• What to work on:
Where does the word "Yacht" show up in the records? Copy every line that holds it.

(Collected data)
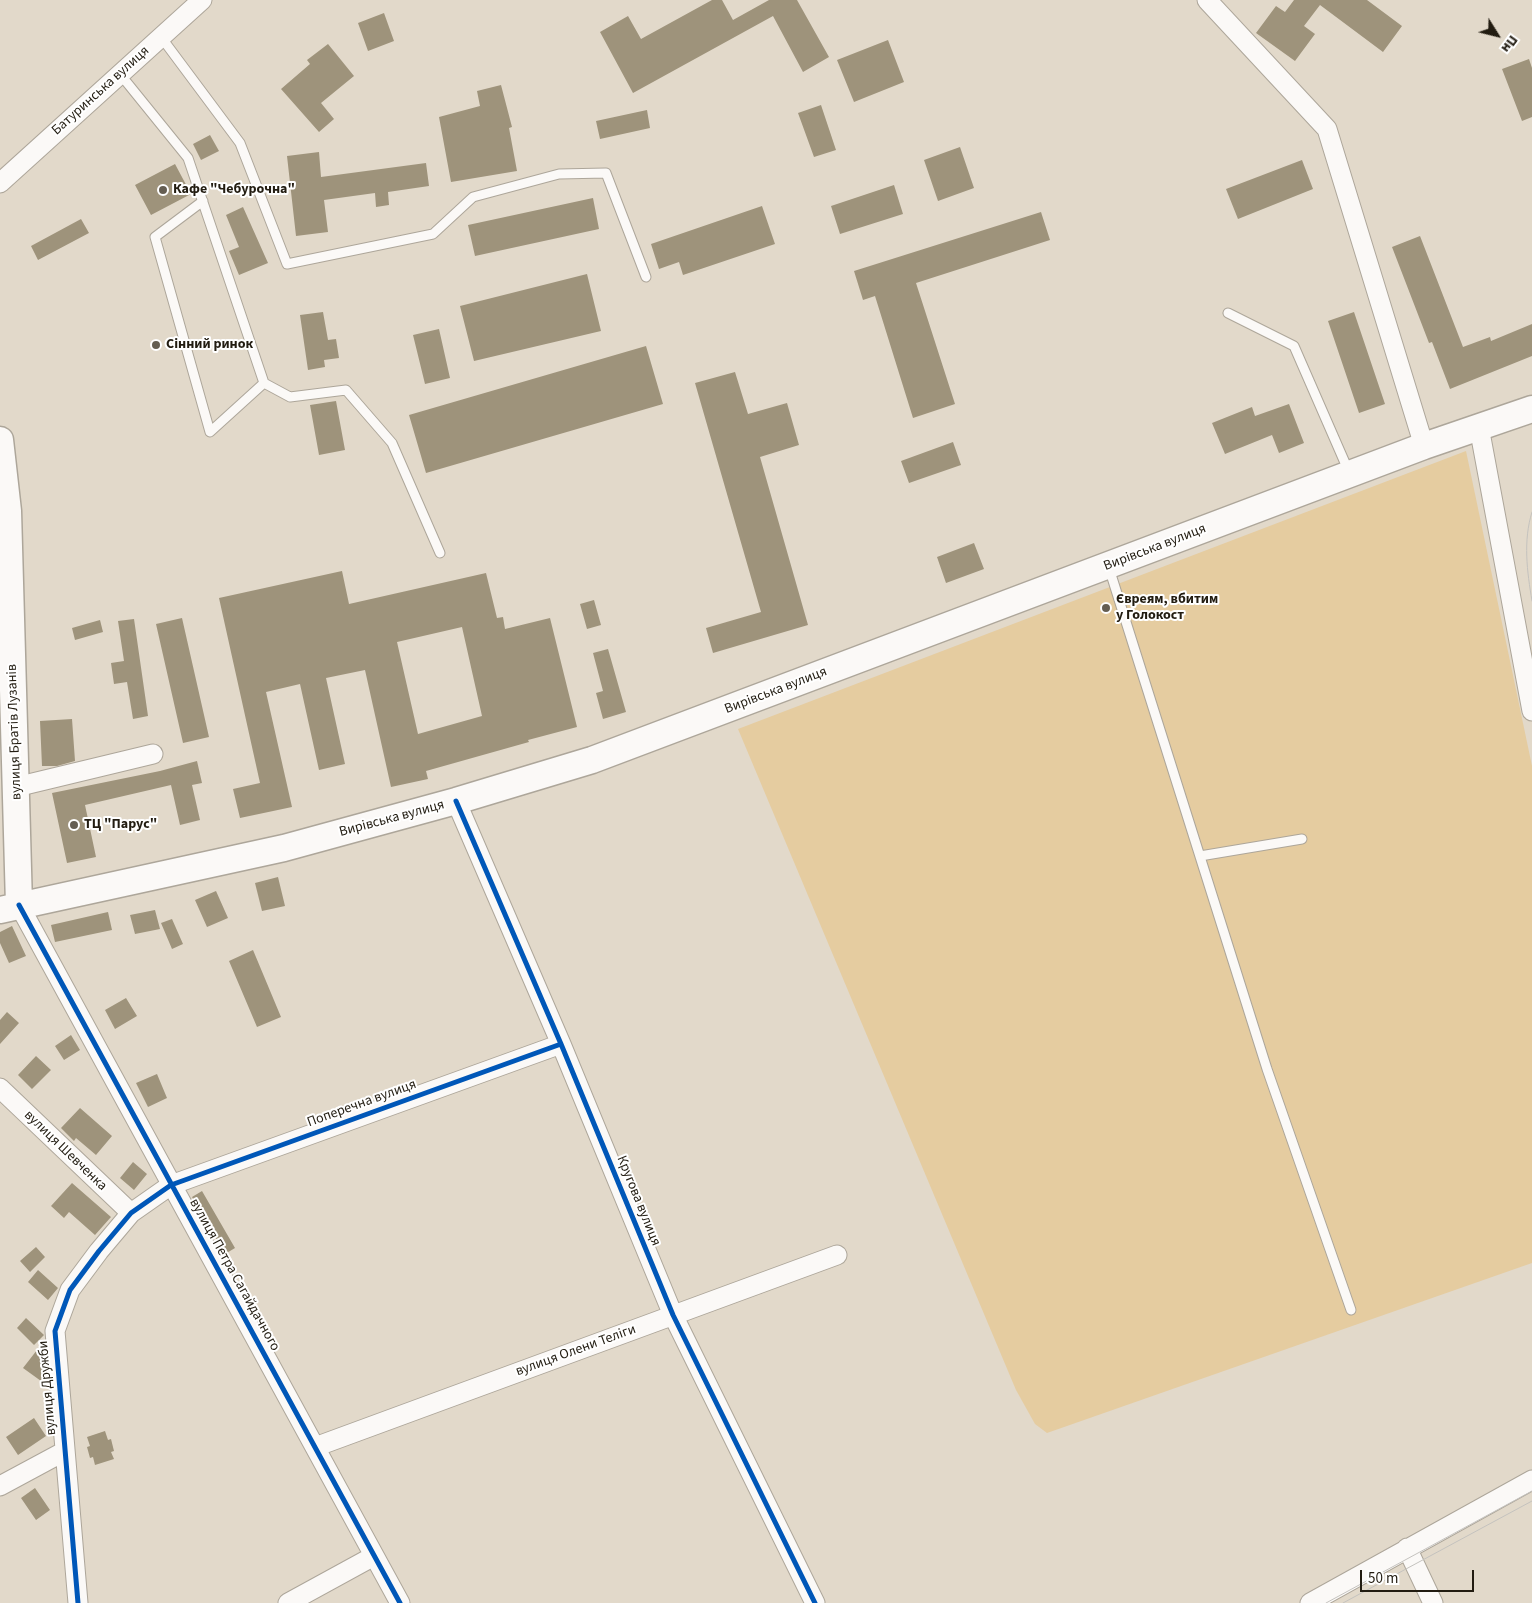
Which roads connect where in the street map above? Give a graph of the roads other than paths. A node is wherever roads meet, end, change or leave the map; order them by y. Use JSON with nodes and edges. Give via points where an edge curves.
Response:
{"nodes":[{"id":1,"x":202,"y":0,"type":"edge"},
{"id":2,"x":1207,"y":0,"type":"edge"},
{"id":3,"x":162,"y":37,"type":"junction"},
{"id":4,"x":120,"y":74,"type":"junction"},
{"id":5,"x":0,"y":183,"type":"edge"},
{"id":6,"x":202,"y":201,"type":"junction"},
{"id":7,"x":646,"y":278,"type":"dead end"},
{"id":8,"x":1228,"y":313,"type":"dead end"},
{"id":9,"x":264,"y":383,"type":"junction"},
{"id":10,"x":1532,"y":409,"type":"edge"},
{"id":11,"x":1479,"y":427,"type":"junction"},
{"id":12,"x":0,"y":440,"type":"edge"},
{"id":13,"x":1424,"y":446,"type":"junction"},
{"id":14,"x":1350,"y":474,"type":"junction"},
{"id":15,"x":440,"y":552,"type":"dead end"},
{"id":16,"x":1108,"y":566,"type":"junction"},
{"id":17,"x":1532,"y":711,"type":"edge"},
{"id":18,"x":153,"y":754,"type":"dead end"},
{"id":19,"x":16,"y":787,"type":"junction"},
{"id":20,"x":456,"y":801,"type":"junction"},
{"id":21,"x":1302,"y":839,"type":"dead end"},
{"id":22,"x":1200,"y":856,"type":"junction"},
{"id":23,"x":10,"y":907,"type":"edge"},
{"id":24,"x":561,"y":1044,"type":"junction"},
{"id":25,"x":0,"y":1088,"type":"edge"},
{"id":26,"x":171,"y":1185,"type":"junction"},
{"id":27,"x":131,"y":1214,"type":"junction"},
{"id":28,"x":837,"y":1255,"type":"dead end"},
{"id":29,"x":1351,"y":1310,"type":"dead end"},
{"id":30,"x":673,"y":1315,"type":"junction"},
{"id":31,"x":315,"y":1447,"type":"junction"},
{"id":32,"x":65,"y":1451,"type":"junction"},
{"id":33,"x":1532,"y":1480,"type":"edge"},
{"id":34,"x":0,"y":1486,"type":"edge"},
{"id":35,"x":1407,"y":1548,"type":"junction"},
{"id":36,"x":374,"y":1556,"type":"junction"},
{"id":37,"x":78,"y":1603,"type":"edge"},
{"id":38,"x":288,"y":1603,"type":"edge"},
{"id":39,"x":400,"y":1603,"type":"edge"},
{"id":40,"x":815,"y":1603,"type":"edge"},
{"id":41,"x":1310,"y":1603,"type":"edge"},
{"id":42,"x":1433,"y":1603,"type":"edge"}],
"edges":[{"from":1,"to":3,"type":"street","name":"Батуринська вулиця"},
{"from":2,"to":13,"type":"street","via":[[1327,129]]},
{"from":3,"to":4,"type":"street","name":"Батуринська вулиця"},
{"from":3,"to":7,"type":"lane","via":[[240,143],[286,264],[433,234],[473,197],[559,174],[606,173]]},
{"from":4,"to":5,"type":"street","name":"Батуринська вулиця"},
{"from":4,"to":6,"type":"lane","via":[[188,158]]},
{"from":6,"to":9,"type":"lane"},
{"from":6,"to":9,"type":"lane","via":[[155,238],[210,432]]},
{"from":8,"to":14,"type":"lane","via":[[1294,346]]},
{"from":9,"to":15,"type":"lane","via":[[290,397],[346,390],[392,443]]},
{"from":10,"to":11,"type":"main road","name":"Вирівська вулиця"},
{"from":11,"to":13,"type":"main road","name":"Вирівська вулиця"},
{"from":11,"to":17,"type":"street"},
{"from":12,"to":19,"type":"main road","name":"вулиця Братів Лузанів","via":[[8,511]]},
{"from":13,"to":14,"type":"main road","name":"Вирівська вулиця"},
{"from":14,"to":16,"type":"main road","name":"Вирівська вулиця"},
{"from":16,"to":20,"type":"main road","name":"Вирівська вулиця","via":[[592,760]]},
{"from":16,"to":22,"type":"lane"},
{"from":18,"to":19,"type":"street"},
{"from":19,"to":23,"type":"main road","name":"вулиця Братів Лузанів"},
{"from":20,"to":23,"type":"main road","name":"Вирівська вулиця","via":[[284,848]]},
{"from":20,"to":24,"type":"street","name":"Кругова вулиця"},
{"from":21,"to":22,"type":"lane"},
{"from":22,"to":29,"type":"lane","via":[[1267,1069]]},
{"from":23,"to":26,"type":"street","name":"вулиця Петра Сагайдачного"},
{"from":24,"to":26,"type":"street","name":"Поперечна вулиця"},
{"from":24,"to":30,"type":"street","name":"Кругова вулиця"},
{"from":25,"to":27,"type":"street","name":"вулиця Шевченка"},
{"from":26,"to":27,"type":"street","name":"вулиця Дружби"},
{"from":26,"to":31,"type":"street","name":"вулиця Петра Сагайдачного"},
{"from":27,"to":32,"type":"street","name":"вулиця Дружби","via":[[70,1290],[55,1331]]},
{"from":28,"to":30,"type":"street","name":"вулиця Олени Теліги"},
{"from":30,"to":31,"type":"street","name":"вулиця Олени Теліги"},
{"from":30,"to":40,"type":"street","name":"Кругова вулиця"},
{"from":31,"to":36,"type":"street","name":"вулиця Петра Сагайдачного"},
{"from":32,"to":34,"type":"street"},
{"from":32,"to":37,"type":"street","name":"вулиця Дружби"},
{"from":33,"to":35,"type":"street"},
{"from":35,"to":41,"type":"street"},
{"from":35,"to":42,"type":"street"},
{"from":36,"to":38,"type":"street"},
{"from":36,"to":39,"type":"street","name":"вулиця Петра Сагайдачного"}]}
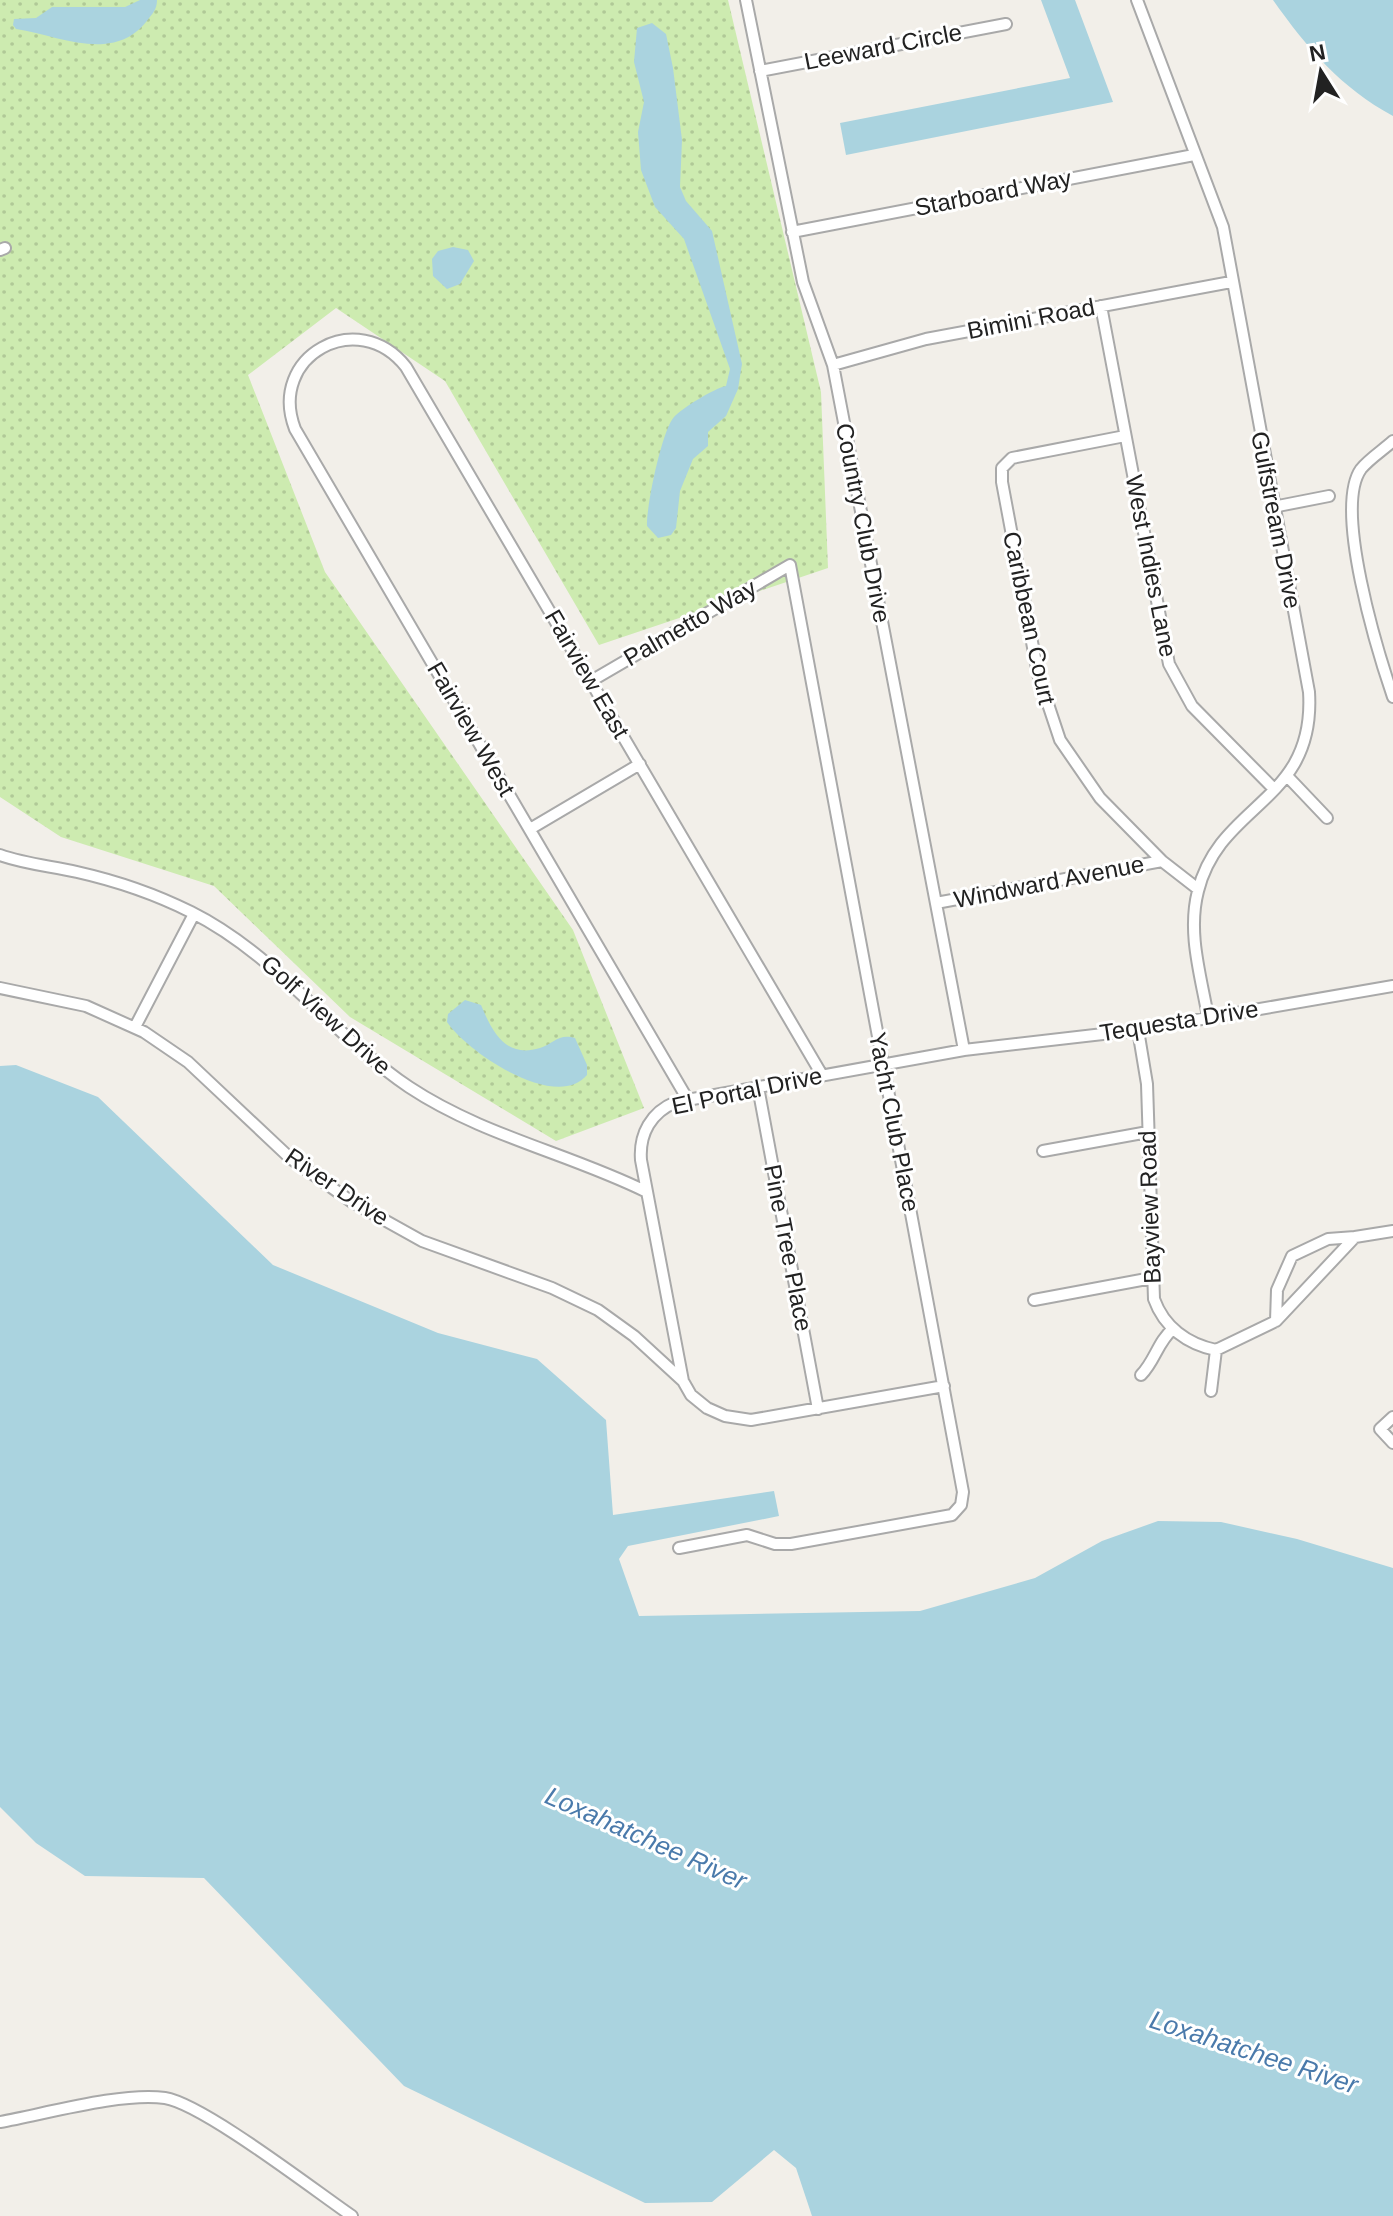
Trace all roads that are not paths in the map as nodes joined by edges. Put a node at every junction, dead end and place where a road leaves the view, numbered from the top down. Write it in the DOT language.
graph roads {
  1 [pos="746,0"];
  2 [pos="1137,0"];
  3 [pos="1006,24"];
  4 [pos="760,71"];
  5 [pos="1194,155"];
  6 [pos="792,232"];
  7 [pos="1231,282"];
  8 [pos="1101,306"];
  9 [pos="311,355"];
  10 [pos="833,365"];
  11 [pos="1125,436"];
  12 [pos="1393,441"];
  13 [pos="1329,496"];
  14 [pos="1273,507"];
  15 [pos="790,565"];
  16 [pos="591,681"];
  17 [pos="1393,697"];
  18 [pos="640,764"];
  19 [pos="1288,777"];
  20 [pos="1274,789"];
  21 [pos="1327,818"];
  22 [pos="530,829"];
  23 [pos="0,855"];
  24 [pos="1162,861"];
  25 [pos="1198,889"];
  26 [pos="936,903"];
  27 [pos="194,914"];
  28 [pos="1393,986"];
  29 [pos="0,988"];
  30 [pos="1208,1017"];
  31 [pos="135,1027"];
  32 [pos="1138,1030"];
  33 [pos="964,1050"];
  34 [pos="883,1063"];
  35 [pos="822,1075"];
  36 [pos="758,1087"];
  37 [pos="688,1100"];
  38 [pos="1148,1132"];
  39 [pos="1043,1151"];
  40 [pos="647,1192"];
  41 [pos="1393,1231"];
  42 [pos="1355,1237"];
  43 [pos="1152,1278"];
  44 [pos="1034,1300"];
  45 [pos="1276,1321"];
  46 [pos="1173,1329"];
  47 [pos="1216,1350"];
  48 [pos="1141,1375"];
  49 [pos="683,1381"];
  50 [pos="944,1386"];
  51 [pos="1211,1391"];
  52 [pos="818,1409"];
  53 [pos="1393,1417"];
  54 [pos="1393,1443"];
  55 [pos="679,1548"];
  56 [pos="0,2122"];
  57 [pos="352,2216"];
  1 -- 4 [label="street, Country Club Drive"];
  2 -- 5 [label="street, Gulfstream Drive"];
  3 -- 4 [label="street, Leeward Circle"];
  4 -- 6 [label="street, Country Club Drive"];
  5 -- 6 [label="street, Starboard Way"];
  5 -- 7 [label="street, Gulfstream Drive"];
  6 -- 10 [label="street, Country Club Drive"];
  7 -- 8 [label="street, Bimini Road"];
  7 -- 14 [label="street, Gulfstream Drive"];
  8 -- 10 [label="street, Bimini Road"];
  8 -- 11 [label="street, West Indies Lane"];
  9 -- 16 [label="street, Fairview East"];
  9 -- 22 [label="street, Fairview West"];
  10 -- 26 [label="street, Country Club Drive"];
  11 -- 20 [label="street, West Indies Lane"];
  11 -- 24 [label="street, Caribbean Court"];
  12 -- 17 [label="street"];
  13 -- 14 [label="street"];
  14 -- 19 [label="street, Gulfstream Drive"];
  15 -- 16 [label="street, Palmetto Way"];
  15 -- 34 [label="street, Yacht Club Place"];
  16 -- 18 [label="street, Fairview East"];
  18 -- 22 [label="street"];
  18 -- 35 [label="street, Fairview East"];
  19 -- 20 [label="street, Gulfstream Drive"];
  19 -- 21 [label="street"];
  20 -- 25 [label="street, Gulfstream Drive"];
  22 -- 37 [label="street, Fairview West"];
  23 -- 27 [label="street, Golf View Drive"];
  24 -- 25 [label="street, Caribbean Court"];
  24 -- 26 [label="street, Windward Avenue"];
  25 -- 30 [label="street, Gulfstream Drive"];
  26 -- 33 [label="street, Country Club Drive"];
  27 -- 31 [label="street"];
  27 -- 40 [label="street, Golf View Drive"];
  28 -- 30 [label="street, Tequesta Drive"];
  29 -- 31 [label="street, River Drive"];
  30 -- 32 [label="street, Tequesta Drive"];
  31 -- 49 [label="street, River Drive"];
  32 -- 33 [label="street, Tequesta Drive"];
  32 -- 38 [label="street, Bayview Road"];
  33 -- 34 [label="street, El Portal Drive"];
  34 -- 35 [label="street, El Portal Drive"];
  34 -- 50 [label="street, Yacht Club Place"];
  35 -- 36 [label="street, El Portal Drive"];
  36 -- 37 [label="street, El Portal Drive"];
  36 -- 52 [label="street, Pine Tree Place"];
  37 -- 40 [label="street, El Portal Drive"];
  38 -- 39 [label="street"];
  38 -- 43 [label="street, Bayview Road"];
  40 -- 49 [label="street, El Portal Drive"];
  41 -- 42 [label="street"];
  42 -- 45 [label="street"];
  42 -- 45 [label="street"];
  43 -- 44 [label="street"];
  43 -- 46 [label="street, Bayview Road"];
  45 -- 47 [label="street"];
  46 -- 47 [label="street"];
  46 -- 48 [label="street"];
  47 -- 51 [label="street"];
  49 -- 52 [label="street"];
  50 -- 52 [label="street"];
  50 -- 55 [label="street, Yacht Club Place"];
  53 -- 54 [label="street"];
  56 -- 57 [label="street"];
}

• Exercise output:
  15 -- 34 [label="street, Yacht Club Place"];
  34 -- 50 [label="street, Yacht Club Place"];
  50 -- 55 [label="street, Yacht Club Place"];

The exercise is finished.